▶ **PROBLEM TO SOLVE**
Below are records; report how many of their lines contain the word "edges", giving only the number.

▶ **Stored items**

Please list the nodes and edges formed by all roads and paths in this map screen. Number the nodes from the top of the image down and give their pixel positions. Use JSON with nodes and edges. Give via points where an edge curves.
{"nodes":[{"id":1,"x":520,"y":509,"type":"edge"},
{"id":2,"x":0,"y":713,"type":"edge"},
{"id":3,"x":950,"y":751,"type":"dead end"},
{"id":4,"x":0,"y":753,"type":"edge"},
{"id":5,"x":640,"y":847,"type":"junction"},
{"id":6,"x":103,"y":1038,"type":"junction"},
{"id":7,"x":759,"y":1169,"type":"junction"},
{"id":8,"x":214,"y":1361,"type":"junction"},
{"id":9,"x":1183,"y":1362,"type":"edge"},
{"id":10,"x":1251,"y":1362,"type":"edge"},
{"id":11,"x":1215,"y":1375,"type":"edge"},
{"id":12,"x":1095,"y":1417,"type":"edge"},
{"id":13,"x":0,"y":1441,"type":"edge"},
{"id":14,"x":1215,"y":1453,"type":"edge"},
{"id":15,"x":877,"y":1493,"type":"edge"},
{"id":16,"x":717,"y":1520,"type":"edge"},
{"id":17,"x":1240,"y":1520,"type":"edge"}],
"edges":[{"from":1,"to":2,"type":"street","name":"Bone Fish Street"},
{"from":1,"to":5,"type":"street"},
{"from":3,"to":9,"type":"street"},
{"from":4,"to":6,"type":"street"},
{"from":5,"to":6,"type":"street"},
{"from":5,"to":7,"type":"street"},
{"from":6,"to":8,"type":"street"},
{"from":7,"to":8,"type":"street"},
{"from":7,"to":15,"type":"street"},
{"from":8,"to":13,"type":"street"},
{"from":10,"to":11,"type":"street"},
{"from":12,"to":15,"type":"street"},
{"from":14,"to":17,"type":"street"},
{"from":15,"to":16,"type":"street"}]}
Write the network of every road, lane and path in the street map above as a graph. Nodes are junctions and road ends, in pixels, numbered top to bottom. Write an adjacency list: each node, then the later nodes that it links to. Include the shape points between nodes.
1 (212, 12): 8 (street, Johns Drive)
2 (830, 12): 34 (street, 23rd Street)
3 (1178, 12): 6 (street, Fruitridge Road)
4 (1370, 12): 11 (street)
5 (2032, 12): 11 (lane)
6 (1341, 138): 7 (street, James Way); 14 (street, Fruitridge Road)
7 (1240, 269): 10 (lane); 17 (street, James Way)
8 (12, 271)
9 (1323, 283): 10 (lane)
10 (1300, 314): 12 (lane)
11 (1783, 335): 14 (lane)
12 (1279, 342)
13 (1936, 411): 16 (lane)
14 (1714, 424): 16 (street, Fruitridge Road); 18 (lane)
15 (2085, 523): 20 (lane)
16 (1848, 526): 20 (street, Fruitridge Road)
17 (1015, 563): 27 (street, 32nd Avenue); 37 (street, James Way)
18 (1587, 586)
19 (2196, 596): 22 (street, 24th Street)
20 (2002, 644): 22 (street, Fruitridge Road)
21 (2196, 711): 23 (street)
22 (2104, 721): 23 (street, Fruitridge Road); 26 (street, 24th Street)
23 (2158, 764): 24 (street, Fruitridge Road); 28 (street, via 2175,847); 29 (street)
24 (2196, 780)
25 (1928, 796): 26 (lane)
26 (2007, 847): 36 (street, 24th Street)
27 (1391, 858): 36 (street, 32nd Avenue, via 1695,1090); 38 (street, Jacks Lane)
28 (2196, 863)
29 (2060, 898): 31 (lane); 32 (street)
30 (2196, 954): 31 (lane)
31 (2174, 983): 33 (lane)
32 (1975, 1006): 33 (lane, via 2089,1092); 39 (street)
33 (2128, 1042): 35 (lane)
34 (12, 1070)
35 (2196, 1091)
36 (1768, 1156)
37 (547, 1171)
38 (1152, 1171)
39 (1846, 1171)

▶ **OUTPUT FOR THIS TASK**
2